Task brief | Every record must be written out once more, with nothing added or omitted.
----------
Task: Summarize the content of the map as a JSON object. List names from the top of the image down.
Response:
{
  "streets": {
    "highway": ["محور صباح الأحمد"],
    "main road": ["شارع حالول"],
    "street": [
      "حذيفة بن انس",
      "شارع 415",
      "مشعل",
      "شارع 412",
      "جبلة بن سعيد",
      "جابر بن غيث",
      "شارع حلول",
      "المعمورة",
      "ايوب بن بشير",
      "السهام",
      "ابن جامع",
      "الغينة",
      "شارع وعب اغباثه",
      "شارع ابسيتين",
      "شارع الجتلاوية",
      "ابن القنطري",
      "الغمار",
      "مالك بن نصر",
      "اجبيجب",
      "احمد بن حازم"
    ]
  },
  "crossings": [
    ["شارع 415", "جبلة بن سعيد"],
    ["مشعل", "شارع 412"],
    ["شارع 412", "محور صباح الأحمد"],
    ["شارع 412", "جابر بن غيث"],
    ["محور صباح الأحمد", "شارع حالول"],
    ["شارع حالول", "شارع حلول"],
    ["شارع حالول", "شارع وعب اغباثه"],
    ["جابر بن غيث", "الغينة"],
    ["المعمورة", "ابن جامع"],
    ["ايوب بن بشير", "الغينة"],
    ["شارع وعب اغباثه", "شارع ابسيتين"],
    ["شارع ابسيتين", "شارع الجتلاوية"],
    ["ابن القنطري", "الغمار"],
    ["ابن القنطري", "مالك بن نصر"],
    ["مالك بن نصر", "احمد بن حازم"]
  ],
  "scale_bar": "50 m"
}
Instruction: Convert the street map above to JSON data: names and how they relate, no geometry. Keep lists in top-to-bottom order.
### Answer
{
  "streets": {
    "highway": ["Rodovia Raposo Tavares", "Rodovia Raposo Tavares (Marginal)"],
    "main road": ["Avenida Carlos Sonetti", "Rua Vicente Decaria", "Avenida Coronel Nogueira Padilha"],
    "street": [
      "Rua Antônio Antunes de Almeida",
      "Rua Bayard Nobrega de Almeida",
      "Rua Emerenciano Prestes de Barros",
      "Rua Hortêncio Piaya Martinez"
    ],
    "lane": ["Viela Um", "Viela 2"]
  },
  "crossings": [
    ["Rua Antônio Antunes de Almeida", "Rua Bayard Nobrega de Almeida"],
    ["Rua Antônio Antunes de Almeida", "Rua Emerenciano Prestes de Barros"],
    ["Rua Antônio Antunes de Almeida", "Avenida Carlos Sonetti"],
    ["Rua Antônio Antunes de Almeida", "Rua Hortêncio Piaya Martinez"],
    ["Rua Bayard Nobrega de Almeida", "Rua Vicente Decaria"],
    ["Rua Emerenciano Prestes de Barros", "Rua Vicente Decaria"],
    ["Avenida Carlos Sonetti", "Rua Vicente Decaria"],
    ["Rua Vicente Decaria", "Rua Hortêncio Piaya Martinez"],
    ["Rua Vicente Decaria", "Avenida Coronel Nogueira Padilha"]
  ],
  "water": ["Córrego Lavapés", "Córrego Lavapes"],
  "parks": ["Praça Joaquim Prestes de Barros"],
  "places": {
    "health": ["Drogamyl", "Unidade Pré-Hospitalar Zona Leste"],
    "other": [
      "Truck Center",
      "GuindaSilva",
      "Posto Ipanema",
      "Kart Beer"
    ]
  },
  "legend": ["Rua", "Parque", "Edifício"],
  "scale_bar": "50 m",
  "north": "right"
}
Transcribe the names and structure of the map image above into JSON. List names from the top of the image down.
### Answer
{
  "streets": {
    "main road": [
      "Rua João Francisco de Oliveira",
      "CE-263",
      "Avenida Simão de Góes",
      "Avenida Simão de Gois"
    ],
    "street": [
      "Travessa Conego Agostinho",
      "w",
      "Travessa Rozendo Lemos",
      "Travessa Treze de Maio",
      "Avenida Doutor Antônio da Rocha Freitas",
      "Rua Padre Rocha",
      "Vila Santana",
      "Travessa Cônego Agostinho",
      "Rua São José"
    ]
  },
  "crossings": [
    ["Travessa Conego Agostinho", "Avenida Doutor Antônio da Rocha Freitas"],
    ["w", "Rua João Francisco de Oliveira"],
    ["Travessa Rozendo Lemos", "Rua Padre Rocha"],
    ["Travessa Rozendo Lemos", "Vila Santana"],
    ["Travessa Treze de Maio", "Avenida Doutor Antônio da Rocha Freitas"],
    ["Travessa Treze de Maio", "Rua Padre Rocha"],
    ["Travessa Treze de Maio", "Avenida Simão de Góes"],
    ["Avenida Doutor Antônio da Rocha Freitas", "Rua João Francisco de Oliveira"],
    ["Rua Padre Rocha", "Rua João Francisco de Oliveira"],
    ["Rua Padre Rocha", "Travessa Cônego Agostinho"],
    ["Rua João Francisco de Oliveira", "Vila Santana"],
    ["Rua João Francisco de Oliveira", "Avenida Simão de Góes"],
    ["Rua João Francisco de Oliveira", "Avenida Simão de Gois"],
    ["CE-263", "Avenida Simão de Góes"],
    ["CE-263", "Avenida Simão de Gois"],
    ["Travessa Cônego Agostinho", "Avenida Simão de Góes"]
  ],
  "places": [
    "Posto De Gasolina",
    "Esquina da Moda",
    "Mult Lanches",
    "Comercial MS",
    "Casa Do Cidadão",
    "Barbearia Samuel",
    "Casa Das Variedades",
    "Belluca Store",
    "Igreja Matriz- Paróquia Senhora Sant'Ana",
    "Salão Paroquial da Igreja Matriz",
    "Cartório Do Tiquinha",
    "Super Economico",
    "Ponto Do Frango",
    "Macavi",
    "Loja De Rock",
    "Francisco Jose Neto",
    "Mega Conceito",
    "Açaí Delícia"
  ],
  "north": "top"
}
----------
Answer section |
Task: Summarize the content of the map as a JSON object. List names from the top of the image down.
Response:
{
  "streets": {
    "highway": ["محور صباح الأحمد"],
    "main road": ["شارع حالول"],
    "street": [
      "حذيفة بن انس",
      "شارع 415",
      "مشعل",
      "شارع 412",
      "جبلة بن سعيد",
      "جابر بن غيث",
      "شارع حلول",
      "المعمورة",
      "ايوب بن بشير",
      "السهام",
      "ابن جامع",
      "الغينة",
      "شارع وعب اغباثه",
      "شارع ابسيتين",
      "شارع الجتلاوية",
      "ابن القنطري",
      "الغمار",
      "مالك بن نصر",
      "اجبيجب",
      "احمد بن حازم"
    ]
  },
  "crossings": [
    ["شارع 415", "جبلة بن سعيد"],
    ["مشعل", "شارع 412"],
    ["شارع 412", "محور صباح الأحمد"],
    ["شارع 412", "جابر بن غيث"],
    ["محور صباح الأحمد", "شارع حالول"],
    ["شارع حالول", "شارع حلول"],
    ["شارع حالول", "شارع وعب اغباثه"],
    ["جابر بن غيث", "الغينة"],
    ["المعمورة", "ابن جامع"],
    ["ايوب بن بشير", "الغينة"],
    ["شارع وعب اغباثه", "شارع ابسيتين"],
    ["شارع ابسيتين", "شارع الجتلاوية"],
    ["ابن القنطري", "الغمار"],
    ["ابن القنطري", "مالك بن نصر"],
    ["مالك بن نصر", "احمد بن حازم"]
  ],
  "scale_bar": "50 m"
}
Instruction: Convert the street map above to JSON data: names and how they relate, no geometry. Keep lists in top-to-bottom order.
### Answer
{
  "streets": {
    "highway": ["Rodovia Raposo Tavares", "Rodovia Raposo Tavares (Marginal)"],
    "main road": ["Avenida Carlos Sonetti", "Rua Vicente Decaria", "Avenida Coronel Nogueira Padilha"],
    "street": [
      "Rua Antônio Antunes de Almeida",
      "Rua Bayard Nobrega de Almeida",
      "Rua Emerenciano Prestes de Barros",
      "Rua Hortêncio Piaya Martinez"
    ],
    "lane": ["Viela Um", "Viela 2"]
  },
  "crossings": [
    ["Rua Antônio Antunes de Almeida", "Rua Bayard Nobrega de Almeida"],
    ["Rua Antônio Antunes de Almeida", "Rua Emerenciano Prestes de Barros"],
    ["Rua Antônio Antunes de Almeida", "Avenida Carlos Sonetti"],
    ["Rua Antônio Antunes de Almeida", "Rua Hortêncio Piaya Martinez"],
    ["Rua Bayard Nobrega de Almeida", "Rua Vicente Decaria"],
    ["Rua Emerenciano Prestes de Barros", "Rua Vicente Decaria"],
    ["Avenida Carlos Sonetti", "Rua Vicente Decaria"],
    ["Rua Vicente Decaria", "Rua Hortêncio Piaya Martinez"],
    ["Rua Vicente Decaria", "Avenida Coronel Nogueira Padilha"]
  ],
  "water": ["Córrego Lavapés", "Córrego Lavapes"],
  "parks": ["Praça Joaquim Prestes de Barros"],
  "places": {
    "health": ["Drogamyl", "Unidade Pré-Hospitalar Zona Leste"],
    "other": [
      "Truck Center",
      "GuindaSilva",
      "Posto Ipanema",
      "Kart Beer"
    ]
  },
  "legend": ["Rua", "Parque", "Edifício"],
  "scale_bar": "50 m",
  "north": "right"
}
Transcribe the names and structure of the map image above into JSON. List names from the top of the image down.
### Answer
{
  "streets": {
    "main road": [
      "Rua João Francisco de Oliveira",
      "CE-263",
      "Avenida Simão de Góes",
      "Avenida Simão de Gois"
    ],
    "street": [
      "Travessa Conego Agostinho",
      "w",
      "Travessa Rozendo Lemos",
      "Travessa Treze de Maio",
      "Avenida Doutor Antônio da Rocha Freitas",
      "Rua Padre Rocha",
      "Vila Santana",
      "Travessa Cônego Agostinho",
      "Rua São José"
    ]
  },
  "crossings": [
    ["Travessa Conego Agostinho", "Avenida Doutor Antônio da Rocha Freitas"],
    ["w", "Rua João Francisco de Oliveira"],
    ["Travessa Rozendo Lemos", "Rua Padre Rocha"],
    ["Travessa Rozendo Lemos", "Vila Santana"],
    ["Travessa Treze de Maio", "Avenida Doutor Antônio da Rocha Freitas"],
    ["Travessa Treze de Maio", "Rua Padre Rocha"],
    ["Travessa Treze de Maio", "Avenida Simão de Góes"],
    ["Avenida Doutor Antônio da Rocha Freitas", "Rua João Francisco de Oliveira"],
    ["Rua Padre Rocha", "Rua João Francisco de Oliveira"],
    ["Rua Padre Rocha", "Travessa Cônego Agostinho"],
    ["Rua João Francisco de Oliveira", "Vila Santana"],
    ["Rua João Francisco de Oliveira", "Avenida Simão de Góes"],
    ["Rua João Francisco de Oliveira", "Avenida Simão de Gois"],
    ["CE-263", "Avenida Simão de Góes"],
    ["CE-263", "Avenida Simão de Gois"],
    ["Travessa Cônego Agostinho", "Avenida Simão de Góes"]
  ],
  "places": [
    "Posto De Gasolina",
    "Esquina da Moda",
    "Mult Lanches",
    "Comercial MS",
    "Casa Do Cidadão",
    "Barbearia Samuel",
    "Casa Das Variedades",
    "Belluca Store",
    "Igreja Matriz- Paróquia Senhora Sant'Ana",
    "Salão Paroquial da Igreja Matriz",
    "Cartório Do Tiquinha",
    "Super Economico",
    "Ponto Do Frango",
    "Macavi",
    "Loja De Rock",
    "Francisco Jose Neto",
    "Mega Conceito",
    "Açaí Delícia"
  ],
  "north": "top"
}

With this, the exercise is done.